*** Listed entries Section Begins ***

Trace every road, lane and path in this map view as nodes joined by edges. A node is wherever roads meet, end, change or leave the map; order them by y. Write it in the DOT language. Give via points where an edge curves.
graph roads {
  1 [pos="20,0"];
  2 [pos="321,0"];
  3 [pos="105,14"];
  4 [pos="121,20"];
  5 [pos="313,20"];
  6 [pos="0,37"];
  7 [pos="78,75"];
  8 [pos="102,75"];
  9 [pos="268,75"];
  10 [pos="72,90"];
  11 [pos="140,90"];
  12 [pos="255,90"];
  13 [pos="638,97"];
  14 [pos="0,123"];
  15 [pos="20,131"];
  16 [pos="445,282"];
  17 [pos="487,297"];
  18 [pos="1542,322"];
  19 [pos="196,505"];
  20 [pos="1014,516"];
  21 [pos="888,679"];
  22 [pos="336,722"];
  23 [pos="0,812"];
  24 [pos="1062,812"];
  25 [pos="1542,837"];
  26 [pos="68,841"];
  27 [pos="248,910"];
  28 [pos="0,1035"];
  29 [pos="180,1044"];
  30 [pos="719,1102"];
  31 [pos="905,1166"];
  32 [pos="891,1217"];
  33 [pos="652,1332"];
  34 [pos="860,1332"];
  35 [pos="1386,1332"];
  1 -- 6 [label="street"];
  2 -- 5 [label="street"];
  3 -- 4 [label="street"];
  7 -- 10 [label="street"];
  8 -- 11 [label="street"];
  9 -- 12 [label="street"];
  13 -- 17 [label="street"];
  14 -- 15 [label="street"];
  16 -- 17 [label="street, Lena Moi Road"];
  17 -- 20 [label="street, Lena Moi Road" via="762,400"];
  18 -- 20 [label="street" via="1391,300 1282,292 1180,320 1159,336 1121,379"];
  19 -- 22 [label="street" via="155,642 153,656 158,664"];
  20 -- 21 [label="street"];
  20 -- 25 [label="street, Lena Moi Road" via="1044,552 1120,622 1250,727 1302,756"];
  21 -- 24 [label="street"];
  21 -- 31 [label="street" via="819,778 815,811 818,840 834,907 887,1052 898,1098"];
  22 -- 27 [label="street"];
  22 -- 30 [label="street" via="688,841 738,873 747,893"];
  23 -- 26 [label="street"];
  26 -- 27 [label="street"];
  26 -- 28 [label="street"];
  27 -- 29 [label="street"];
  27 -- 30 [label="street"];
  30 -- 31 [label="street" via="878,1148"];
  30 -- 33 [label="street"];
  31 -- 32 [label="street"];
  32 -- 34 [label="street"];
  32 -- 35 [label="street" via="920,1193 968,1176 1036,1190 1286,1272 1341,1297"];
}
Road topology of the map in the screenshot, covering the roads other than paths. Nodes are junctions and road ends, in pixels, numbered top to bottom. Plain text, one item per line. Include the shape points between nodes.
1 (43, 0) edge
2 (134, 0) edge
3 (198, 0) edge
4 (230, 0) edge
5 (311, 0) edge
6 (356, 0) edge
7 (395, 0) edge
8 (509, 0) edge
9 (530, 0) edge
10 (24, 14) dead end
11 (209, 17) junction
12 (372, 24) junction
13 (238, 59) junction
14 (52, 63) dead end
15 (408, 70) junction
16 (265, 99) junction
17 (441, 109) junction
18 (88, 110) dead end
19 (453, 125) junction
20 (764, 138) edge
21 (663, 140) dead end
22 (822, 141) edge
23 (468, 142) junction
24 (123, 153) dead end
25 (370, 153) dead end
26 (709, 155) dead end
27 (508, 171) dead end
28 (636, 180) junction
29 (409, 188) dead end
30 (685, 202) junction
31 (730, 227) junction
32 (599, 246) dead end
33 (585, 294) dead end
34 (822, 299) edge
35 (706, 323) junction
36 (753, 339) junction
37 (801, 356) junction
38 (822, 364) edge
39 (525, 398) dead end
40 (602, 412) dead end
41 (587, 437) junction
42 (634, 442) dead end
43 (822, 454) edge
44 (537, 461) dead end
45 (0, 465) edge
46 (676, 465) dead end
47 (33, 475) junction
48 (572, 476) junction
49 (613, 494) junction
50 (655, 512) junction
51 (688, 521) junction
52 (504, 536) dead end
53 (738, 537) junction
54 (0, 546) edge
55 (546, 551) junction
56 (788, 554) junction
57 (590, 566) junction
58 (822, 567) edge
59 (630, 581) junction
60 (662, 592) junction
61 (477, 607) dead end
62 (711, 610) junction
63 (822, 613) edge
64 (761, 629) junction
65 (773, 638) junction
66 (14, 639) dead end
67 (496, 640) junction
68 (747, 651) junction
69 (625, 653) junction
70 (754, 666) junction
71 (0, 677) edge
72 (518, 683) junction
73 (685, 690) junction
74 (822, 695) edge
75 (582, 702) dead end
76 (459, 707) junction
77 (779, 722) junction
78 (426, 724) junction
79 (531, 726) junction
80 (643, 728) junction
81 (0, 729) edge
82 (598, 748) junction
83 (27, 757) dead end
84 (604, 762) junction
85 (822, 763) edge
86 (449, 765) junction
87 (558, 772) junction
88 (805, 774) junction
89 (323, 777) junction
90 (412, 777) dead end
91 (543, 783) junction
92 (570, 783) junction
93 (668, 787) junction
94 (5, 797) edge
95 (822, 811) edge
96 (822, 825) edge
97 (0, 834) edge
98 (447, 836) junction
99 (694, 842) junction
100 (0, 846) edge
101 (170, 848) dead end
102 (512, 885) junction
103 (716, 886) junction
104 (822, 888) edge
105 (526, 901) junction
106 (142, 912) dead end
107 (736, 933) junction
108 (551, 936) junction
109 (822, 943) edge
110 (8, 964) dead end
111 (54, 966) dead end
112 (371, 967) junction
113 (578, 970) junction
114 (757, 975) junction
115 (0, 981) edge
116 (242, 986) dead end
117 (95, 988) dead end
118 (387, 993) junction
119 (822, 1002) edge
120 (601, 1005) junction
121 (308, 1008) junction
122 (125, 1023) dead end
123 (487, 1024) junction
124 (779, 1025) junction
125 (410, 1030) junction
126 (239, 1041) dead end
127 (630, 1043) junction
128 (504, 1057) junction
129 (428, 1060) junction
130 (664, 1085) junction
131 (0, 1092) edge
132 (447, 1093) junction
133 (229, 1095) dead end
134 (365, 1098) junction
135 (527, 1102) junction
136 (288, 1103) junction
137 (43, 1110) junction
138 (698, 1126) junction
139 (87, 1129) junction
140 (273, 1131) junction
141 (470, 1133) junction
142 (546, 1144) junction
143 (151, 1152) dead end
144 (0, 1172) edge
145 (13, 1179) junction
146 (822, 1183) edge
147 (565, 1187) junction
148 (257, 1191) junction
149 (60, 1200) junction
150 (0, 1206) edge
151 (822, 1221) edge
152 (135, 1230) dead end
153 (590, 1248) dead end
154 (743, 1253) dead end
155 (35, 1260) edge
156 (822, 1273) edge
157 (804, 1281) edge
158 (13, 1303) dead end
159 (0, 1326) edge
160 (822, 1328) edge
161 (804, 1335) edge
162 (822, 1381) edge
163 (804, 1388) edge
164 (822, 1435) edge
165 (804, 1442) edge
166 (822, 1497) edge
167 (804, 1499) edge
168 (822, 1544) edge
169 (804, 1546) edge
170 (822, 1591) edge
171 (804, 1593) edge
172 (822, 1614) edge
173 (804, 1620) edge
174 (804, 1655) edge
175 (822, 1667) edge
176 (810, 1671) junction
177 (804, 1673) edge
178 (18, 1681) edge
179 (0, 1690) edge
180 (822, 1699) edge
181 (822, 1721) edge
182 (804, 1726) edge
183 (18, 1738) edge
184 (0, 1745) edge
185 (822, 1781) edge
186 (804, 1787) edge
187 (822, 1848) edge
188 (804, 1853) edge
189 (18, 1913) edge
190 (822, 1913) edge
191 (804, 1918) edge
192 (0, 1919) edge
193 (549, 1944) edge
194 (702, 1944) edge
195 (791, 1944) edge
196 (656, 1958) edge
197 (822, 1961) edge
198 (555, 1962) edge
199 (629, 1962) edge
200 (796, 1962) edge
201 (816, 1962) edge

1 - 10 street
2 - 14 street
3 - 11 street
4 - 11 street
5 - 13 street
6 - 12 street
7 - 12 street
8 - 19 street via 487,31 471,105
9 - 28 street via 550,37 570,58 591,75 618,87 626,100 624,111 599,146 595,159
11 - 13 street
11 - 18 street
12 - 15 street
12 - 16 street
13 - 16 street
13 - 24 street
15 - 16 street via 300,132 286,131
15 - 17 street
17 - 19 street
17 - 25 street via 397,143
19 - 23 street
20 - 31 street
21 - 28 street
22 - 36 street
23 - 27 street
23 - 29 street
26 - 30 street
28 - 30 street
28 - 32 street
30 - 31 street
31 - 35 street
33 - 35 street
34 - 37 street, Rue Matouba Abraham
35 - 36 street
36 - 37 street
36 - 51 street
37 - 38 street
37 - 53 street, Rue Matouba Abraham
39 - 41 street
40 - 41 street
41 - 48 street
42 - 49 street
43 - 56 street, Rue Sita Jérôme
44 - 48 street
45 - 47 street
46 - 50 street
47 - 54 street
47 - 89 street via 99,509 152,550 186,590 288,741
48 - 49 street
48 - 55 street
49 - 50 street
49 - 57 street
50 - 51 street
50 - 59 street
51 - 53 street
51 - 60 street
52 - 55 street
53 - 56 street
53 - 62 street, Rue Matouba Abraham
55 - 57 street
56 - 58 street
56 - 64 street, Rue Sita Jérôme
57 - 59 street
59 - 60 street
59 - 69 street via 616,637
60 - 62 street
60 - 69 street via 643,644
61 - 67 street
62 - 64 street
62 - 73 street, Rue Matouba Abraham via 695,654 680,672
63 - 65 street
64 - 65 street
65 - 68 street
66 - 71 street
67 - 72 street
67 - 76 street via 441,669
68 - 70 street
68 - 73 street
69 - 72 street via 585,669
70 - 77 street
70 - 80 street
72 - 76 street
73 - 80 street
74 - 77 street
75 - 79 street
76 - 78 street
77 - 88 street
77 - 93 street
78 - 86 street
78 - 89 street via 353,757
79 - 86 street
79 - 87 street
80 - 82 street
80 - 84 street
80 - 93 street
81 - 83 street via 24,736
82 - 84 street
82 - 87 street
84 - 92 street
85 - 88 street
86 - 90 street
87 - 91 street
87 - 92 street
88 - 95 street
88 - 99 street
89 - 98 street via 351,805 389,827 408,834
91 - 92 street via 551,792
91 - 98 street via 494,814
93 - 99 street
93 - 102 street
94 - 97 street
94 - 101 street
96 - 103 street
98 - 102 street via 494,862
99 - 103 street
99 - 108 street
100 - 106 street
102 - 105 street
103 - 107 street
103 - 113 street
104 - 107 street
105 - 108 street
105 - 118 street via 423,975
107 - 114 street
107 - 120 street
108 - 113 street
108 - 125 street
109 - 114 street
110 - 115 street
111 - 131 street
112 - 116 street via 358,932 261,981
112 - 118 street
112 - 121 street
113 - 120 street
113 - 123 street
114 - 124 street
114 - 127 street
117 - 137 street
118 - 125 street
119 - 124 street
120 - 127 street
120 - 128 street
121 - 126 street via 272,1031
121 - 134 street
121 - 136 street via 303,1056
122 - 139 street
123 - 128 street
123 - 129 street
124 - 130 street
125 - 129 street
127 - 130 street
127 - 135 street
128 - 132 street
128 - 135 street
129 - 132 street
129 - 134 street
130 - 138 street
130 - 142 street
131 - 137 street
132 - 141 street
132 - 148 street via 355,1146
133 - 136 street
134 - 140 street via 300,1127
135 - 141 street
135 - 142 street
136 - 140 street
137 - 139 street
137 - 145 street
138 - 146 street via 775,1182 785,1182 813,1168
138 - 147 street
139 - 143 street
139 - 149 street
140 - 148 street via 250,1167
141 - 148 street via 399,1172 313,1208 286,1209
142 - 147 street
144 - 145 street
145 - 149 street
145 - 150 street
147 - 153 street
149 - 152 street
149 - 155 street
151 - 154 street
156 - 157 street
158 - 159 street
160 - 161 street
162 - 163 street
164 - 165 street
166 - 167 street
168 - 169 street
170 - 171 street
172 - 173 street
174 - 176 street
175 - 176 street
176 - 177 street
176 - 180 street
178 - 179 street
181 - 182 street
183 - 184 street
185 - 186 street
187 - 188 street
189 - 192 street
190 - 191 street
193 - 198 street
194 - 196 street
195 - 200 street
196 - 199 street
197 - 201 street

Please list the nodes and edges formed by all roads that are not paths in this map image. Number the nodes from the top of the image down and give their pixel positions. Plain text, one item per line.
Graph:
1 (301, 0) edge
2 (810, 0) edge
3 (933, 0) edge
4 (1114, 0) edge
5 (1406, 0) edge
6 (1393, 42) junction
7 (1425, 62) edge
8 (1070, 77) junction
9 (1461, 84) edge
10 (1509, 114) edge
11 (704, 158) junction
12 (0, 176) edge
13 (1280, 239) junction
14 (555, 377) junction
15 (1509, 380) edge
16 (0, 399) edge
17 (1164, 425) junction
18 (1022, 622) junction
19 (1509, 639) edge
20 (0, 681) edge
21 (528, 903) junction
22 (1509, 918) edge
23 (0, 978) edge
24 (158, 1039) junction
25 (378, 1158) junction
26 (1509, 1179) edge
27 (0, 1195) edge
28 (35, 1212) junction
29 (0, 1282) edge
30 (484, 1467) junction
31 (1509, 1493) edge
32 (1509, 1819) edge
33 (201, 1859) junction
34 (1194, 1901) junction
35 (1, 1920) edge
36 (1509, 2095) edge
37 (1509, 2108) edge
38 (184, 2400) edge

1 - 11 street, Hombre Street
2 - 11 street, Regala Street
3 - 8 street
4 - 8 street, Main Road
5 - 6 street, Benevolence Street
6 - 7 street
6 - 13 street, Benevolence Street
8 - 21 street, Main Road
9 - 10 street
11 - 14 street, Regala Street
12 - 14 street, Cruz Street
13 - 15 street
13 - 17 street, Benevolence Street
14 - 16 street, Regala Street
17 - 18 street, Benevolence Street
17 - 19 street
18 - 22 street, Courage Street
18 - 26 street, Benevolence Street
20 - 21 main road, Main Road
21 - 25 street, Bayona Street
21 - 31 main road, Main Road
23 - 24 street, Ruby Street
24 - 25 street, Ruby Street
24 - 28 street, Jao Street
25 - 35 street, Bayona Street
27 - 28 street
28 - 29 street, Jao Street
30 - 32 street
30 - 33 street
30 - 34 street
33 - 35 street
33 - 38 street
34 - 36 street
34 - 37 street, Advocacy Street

*** Listed entries Section Ends ***

How to complete this task: Go through the records above and count the lines with the word "Benevolence" in them. Answer with the number only.

Output of the task: 5